La difficulté de l'aide

Il est clair qu'une grande partie du Darfour est inaccessible en raison d'une insécurité réelle. Les opérations de secours des organisations internationales et des agences des Nations Unies sont suspendues à des autorisations de déplacements limités et restent, de fait, pour l'instant minimes par rapport à l'ampleur des besoins. Or, cette guerre semble s'inscrire dans la durée et ses conséquences à venir sont malheureusement prévisibles avec, en premier lieu, une dégradation de l'état nutritionnel, de nouveaux déplacements de population et la création de zones complètement isolées. En étant présents en dehors des grandes villes, réactifs aux informations, en réalisant des explorations et en apportant des réponses rapides, on pourra, peu à peu, apporter des réponses indépendantes pour les populations les plus en souffrance. Il s'agit de se battre au quotidien pour y arriver.
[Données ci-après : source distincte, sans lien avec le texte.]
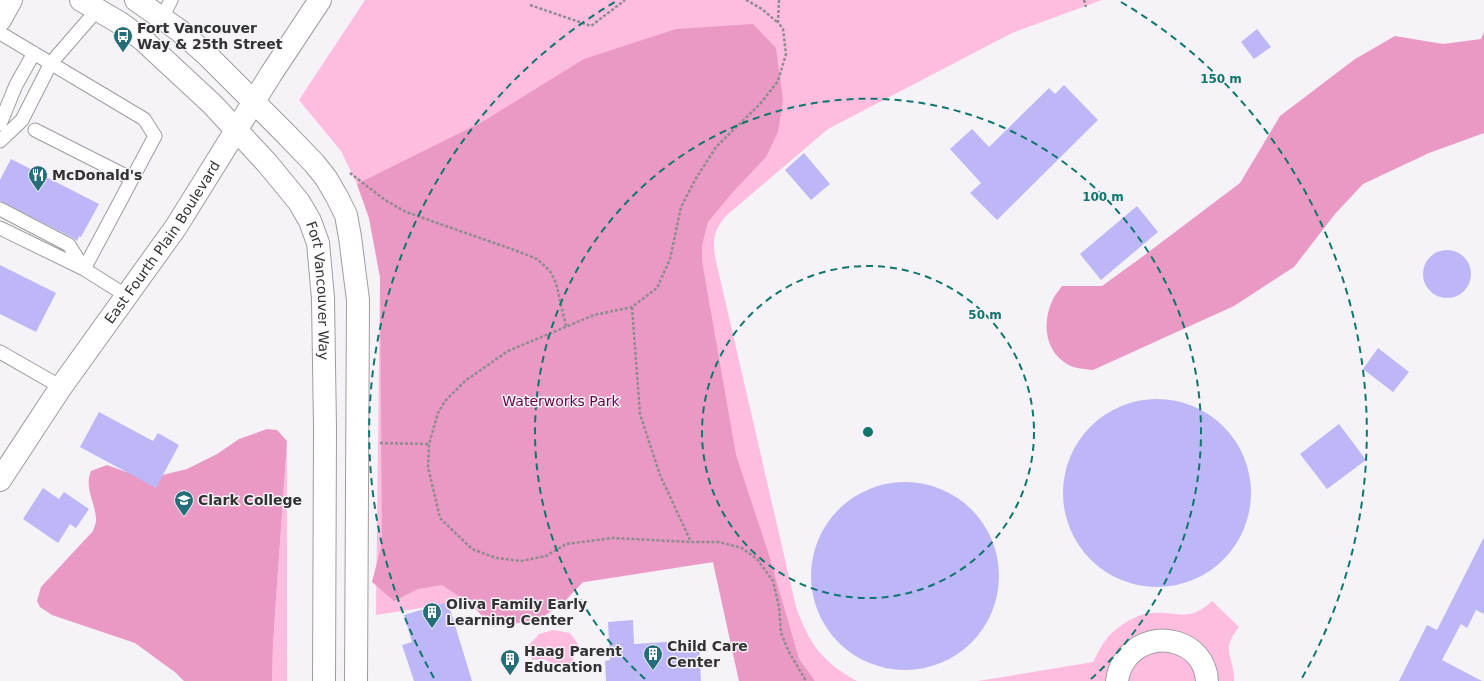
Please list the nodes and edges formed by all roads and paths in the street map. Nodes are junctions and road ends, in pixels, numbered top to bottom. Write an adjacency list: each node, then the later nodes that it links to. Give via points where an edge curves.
1 (10, 0): 12 (street)
2 (136, 0): 11 (street)
3 (320, 0): 17 (street, East Fourth Plain Boulevard)
4 (625, 0): 9 (path, via 591,26)
5 (746, 0): 13 (path)
6 (779, 0): 13 (path)
7 (1084, 0): 10 (path)
8 (89, 5): 16 (lane); 20 (street, Fort Vancouver Way, via 142,39)
9 (530, 5)
10 (1086, 6)
11 (167, 9): 17 (street, via 206,54)
12 (0, 20)
13 (778, 22): 28 (path, via 783,29 786,54 778,81 760,104 716,147 694,180 681,207 670,259 657,288)
14 (0, 33): 15 (lane)
15 (34, 53): 16 (lane); 18 (lane, via 16,85)
16 (51, 63): 21 (lane, via 22,120); 23 (lane, via 144,119 155,136)
17 (254, 102): 20 (street, East Fourth Plain Boulevard); 37 (street, via 326,178 346,215 350,237 358,300)
18 (0, 124)
19 (35, 130): 23 (lane)
20 (236, 130): 27 (street, East Fourth Plain Boulevard, via 176,226); 36 (street, Fort Vancouver Way, via 299,202 318,243 323,298 325,429)
21 (0, 141)
22 (349, 172): 29 (path, via 385,200 406,212 537,259 550,271 556,283)
23 (132, 179): 26 (lane)
24 (0, 209): 26 (lane, via 69,245)
25 (0, 228): 26 (lane)
26 (84, 269): 27 (lane)
27 (127, 296): 31 (street, East Fourth Plain Boulevard)
28 (632, 307): 29 (path, via 594,315); 35 (path, via 640,414 660,475)
29 (566, 326): 33 (path, via 508,351 465,381 445,401 438,413)
30 (0, 352): 31 (lane)
31 (61, 387): 34 (street, East Fourth Plain Boulevard)
32 (376, 442): 33 (path)
33 (429, 444): 35 (path, via 428,467 440,518 472,549 496,558 521,561 546,556 566,544 587,540 613,538)
34 (0, 480)
35 (690, 542): 38 (path, via 719,542 742,548 758,559 774,581 781,633)
36 (324, 681)
37 (356, 681)
38 (806, 681)
39 (1117, 681): 40 (street, via 1123,662 1133,650 1146,642 1162,640 1177,642 1190,649 1201,660)
40 (1208, 681)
Au nord et au sud depuis 28 ans

La première intervention de Médecins Sans Frontières au Soudan remonte à 1978, où les équipes ont porté assistance aux réfugiés érythréens à Port Soudan. Par la suite, et tout au long du conflit qui oppose le gouvernement de Khartoum au nord, avec les rebelles du sud, les équipes de Médecins Sans Frontières ont mis en place des programmes d'aide médicale et nutritionnelle, aussi bien en zone gouvernementale qu'en zone rebelle. Durant près de trois décennies, elles ont assisté les populations civiles frappées par la guerre, mais aussi les victimes de la faim. Car, à ce conflit qui perdure, se sont ajoutées des périodes de sécheresse intense, provoquant des crises nutritionnelles parfois extrêmement grave, notamment dans le Bahr-el-Gazal au sud du pays en 1988 et 1998. Aujourd'hui, Médecins Sans Frontières mène toujours des programmes médicaux et nutritionnels au nord comme au sud. Au nord, dans la banlieue de Khartoum, Médecins Sans Frontières gère un Centre Nutritionnel Thérapeutique, travaille dans un orphelinat au coeur de la capitale et dirige un hôpital dans la ville de Bentiu, au centre du pays. Au sud, Médecins Sans Frontières gère un hôpital à Akuem dans le Bahr-el-Gazal et mène un programme de lutte contre la maladie du sommeil à Ibba, non loin de la frontière avec la République Démocratique du Congo.